**EXERCISE GOAL:**
Your answer needs to include each line of the records in which the string "give" can be found.

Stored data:
+===+
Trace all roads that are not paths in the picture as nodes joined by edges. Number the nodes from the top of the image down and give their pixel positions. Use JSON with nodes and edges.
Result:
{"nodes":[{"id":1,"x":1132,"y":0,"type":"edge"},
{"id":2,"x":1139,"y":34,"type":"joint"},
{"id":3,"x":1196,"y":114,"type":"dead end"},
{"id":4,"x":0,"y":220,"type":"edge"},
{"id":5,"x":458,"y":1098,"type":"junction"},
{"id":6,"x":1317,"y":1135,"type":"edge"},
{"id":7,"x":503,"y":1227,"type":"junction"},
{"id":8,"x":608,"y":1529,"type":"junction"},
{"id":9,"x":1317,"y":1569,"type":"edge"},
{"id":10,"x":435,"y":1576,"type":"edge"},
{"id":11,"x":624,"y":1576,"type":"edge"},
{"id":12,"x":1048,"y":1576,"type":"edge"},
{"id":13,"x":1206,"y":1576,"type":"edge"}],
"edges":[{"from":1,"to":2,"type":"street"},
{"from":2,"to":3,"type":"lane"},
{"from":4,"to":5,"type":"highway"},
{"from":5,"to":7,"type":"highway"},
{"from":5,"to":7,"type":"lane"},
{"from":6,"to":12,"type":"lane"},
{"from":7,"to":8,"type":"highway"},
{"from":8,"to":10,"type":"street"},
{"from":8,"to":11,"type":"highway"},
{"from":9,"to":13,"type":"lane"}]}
+===+
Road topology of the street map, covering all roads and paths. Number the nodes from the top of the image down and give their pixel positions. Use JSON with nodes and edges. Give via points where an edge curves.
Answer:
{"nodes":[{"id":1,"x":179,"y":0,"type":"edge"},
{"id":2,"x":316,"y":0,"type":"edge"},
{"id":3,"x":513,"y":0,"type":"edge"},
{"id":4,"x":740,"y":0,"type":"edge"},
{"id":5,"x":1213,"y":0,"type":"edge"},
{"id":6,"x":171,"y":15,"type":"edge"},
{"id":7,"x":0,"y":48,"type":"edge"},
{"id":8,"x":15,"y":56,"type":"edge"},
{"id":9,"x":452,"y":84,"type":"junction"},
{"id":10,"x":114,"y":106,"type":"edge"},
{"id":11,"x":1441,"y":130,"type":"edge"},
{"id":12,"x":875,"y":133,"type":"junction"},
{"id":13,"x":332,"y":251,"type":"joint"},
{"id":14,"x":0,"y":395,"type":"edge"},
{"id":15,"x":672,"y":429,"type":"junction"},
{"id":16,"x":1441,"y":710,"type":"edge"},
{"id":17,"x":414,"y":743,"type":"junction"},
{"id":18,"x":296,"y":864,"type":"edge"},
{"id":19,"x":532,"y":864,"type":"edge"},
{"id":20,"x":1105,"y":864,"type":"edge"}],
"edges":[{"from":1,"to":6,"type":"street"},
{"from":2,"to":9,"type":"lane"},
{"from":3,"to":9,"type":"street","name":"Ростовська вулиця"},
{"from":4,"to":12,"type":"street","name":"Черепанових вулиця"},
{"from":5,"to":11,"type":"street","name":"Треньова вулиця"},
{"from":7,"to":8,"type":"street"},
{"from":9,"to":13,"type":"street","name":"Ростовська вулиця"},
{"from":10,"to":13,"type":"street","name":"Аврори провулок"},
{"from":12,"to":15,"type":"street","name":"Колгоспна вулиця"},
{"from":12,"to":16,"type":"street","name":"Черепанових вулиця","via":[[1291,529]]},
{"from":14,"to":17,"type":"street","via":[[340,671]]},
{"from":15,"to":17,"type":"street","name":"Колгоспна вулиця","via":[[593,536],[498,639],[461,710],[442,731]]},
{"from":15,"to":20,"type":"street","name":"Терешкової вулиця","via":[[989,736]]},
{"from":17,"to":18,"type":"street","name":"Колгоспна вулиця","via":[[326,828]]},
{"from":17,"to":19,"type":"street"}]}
+===+
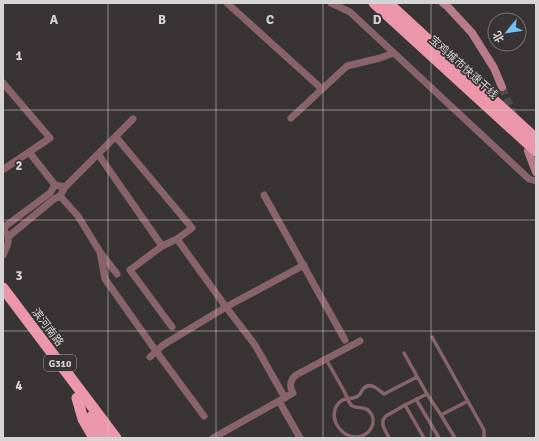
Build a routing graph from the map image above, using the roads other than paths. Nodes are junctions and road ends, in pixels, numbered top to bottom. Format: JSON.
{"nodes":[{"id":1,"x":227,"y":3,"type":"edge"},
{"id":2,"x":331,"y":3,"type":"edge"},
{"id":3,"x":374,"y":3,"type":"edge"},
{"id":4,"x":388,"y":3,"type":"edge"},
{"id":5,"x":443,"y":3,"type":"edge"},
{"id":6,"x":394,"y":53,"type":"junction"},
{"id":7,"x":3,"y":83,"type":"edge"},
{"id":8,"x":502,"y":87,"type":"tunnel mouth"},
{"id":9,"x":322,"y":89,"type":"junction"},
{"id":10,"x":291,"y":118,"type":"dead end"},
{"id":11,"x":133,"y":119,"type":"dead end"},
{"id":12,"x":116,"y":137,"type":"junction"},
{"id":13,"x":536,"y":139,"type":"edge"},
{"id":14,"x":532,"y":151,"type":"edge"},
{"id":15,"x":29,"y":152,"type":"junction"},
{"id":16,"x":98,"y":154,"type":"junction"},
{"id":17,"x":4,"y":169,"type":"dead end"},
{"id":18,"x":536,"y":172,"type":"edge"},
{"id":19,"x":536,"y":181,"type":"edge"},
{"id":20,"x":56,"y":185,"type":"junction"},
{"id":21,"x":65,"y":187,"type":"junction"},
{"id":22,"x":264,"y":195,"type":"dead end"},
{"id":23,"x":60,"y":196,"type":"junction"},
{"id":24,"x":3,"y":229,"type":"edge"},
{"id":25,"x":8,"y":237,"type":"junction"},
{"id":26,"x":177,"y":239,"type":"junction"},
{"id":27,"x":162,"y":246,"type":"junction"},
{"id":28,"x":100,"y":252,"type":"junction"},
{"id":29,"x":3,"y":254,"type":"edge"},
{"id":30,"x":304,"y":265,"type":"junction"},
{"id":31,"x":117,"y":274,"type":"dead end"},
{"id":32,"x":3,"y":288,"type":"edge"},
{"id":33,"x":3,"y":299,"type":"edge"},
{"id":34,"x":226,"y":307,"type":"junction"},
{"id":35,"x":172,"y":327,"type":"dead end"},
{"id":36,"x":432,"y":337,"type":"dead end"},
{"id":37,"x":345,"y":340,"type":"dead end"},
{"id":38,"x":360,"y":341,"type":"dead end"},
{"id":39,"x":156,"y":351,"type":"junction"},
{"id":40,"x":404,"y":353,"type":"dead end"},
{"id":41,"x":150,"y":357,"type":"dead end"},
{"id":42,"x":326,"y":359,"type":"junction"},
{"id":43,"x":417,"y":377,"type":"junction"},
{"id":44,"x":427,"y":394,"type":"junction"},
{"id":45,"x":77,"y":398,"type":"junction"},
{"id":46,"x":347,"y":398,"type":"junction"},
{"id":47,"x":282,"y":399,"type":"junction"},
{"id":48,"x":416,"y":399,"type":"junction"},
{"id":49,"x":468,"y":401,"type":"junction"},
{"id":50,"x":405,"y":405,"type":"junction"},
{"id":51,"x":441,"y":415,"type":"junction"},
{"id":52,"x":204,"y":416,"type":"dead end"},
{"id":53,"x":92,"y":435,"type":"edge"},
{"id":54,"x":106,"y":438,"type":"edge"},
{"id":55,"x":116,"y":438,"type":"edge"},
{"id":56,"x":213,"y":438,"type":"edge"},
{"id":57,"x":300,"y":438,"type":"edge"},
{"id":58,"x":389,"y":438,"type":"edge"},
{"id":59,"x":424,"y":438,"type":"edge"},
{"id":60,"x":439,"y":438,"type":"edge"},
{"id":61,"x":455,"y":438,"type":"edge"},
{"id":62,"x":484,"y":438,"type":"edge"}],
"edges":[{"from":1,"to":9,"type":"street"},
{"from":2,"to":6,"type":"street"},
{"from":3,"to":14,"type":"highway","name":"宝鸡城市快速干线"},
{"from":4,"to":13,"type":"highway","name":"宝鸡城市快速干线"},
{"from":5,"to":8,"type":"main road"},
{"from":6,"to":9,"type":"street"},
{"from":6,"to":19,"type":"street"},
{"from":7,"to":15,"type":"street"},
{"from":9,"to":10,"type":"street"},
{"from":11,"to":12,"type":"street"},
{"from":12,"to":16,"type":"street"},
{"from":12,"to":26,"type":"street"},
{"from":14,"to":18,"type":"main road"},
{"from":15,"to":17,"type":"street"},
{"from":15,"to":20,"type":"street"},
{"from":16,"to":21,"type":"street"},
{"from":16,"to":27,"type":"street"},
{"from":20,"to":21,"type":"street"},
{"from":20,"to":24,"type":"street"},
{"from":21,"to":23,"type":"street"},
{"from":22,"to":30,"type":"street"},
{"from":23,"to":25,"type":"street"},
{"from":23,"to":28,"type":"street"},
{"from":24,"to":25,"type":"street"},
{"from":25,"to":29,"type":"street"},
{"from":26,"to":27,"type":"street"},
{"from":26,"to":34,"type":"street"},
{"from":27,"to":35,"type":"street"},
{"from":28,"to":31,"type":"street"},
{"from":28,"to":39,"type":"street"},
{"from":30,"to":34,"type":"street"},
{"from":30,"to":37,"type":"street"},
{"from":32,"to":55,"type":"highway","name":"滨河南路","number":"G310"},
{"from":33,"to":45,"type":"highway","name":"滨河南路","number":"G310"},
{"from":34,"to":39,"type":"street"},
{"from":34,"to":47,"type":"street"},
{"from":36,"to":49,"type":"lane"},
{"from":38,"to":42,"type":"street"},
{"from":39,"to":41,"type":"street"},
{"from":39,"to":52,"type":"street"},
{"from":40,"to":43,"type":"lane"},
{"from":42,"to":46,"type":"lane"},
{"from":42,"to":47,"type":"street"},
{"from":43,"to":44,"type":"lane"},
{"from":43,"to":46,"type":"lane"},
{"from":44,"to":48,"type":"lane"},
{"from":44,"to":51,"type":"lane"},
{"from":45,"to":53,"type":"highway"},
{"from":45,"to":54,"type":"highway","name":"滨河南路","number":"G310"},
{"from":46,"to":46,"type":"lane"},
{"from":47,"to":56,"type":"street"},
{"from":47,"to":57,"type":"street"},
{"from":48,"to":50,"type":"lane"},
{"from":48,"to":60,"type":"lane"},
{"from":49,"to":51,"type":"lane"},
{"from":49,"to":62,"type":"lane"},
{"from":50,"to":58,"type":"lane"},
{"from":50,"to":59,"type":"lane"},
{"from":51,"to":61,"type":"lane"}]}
+===+
**RESULT BELOW:**
Trace all roads that are not paths in the picture as nodes joined by edges. Number the nodes from the top of the image down and give their pixel positions. Use JSON with nodes and edges.
Road topology of the street map, covering all roads and paths. Number the nodes from the top of the image down and give their pixel positions. Use JSON with nodes and edges. Give via points where an edge curves.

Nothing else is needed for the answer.